# Instructions to follow
What lines in the records below mention "Gadbjergvej"? List them all.

# Given entries
☆ ☆ ☆ ☆ ☆ ☆ ☆

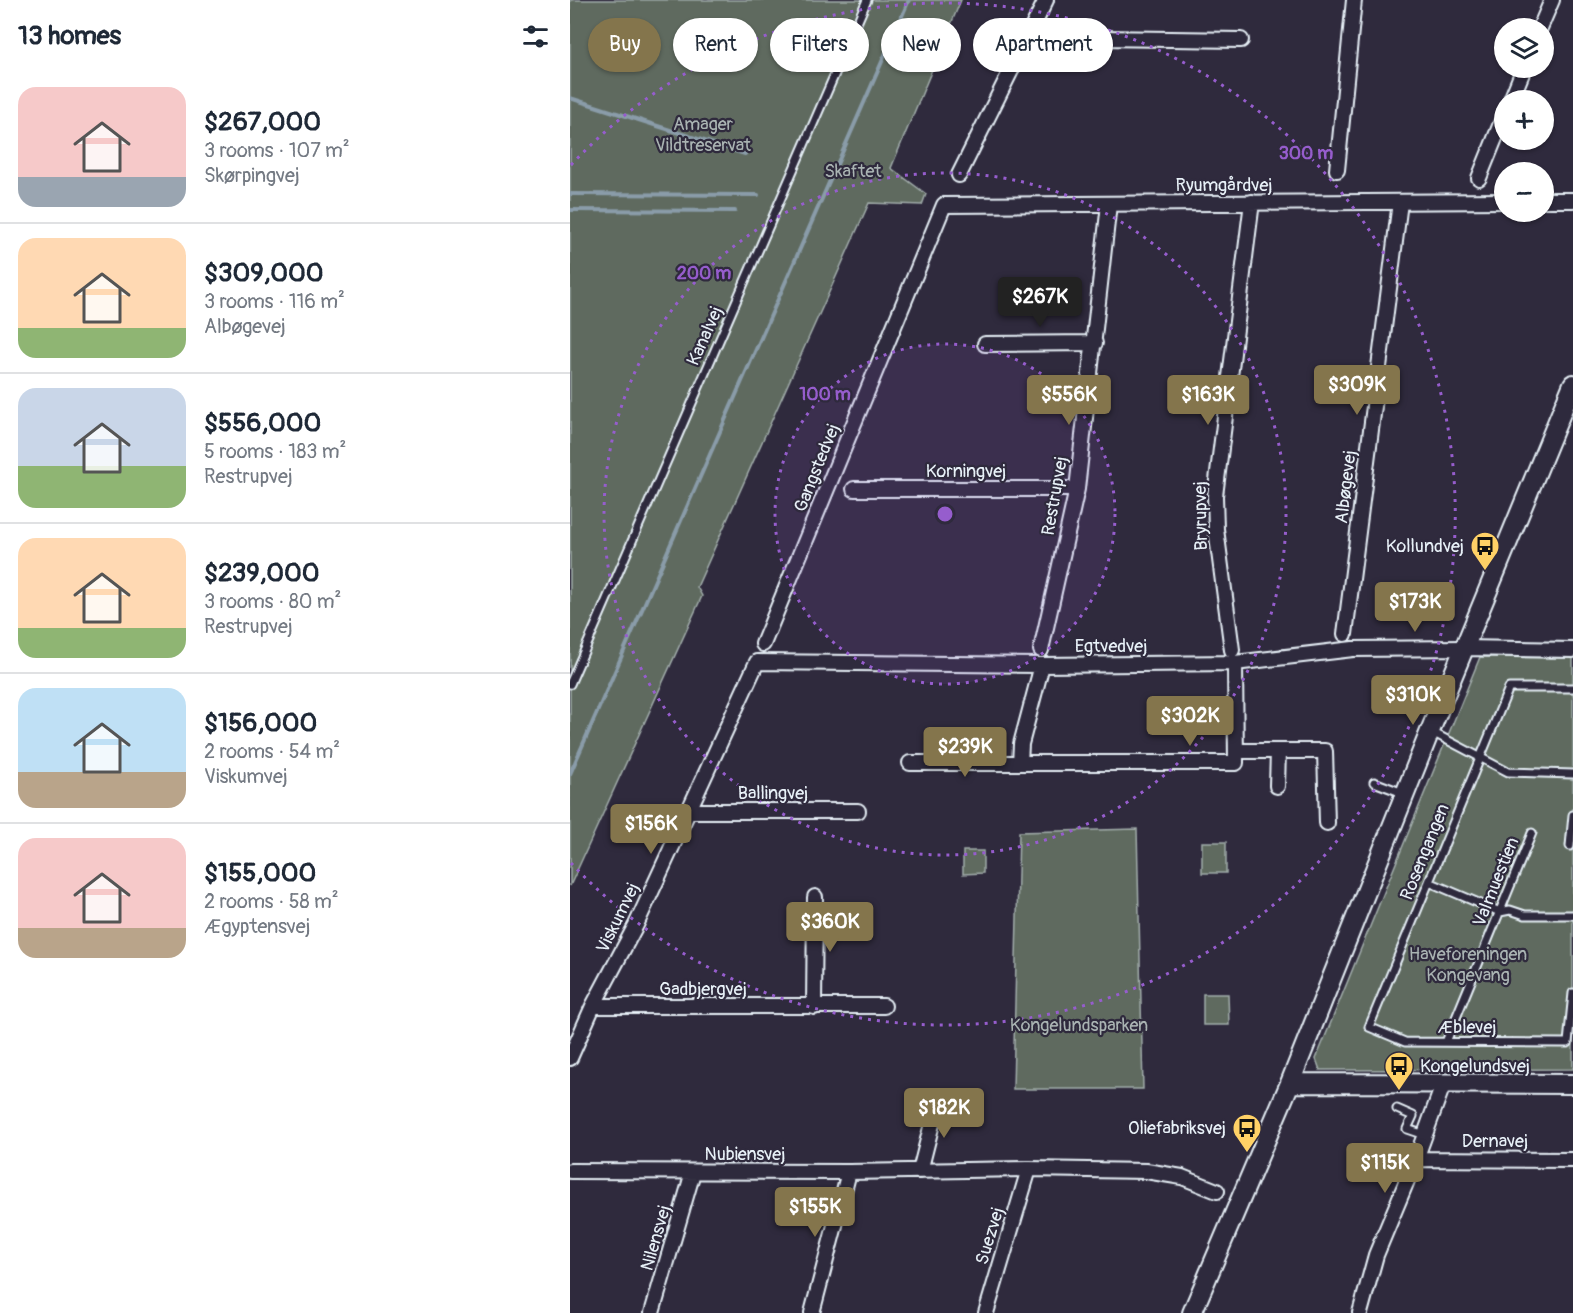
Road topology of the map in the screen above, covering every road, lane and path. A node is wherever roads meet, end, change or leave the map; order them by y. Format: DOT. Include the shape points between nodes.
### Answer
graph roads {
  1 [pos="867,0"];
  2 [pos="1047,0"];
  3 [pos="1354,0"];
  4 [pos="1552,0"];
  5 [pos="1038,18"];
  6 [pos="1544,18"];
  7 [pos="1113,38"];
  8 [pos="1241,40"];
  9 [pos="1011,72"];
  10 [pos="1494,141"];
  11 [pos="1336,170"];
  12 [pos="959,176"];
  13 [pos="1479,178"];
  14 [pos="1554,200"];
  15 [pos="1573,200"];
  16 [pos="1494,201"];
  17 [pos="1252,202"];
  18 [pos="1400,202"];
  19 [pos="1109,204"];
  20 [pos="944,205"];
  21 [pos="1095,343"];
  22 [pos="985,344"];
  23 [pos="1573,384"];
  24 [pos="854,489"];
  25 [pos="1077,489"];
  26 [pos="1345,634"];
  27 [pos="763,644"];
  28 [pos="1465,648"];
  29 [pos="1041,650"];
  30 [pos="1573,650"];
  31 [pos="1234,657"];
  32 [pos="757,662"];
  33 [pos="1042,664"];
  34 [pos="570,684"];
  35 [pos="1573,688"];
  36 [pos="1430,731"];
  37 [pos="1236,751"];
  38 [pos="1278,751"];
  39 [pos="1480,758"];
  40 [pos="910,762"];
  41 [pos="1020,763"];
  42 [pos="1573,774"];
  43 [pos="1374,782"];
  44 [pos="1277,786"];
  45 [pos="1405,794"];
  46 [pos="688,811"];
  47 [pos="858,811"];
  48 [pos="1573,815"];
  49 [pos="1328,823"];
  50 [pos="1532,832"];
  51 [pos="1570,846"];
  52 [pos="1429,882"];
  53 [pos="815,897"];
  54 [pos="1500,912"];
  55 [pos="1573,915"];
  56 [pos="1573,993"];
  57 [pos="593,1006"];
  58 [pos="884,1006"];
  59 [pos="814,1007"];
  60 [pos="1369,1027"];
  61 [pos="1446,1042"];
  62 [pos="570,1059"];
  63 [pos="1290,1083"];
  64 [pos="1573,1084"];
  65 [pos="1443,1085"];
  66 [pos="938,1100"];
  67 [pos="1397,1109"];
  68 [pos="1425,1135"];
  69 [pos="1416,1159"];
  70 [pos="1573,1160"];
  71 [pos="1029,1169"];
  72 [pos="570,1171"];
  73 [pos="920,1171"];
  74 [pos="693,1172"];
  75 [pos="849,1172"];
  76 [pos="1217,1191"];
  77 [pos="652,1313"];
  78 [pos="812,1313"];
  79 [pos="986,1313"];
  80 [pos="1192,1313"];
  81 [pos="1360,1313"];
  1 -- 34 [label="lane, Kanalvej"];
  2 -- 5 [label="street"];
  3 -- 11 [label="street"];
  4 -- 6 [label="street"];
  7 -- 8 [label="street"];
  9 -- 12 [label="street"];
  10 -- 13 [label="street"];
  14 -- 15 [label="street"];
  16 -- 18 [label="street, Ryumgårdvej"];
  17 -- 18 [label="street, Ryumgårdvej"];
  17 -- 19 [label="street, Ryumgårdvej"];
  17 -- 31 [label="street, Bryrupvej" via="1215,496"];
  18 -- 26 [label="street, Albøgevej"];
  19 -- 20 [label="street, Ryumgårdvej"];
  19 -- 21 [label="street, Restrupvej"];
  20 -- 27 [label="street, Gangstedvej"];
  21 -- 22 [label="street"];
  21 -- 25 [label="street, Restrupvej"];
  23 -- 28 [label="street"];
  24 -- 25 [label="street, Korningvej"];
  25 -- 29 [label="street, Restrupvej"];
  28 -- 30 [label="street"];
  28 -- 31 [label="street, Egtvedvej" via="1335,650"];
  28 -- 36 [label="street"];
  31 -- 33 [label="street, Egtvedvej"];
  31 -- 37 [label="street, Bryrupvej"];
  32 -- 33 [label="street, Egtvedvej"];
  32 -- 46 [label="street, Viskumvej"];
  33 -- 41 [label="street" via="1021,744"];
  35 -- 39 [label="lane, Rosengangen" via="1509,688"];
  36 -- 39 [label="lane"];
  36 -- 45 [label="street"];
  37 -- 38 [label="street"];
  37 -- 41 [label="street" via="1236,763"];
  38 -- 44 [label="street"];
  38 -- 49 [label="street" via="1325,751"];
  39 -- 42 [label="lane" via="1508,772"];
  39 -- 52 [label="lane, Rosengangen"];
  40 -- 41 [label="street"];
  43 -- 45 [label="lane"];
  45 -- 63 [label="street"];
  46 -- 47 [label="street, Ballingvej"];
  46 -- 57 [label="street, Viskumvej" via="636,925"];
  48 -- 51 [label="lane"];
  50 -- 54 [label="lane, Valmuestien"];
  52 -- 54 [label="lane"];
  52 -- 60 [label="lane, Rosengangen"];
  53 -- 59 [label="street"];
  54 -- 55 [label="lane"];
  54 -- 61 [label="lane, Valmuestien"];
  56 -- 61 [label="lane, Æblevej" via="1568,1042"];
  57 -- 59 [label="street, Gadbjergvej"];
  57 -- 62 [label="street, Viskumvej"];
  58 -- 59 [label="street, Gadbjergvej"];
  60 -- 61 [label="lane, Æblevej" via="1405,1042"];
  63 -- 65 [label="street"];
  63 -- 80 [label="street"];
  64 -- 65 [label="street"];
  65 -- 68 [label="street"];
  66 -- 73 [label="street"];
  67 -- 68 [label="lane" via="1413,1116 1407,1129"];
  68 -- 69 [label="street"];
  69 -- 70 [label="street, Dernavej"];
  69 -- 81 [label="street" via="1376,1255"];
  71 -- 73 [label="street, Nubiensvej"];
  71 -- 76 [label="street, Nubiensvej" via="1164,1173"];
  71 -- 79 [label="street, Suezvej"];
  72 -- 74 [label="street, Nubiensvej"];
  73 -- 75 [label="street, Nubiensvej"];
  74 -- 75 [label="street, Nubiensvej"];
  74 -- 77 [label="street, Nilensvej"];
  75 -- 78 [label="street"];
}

☆ ☆ ☆ ☆ ☆ ☆ ☆

# Result of this task
  57 -- 59 [label="street, Gadbjergvej"];
  58 -- 59 [label="street, Gadbjergvej"];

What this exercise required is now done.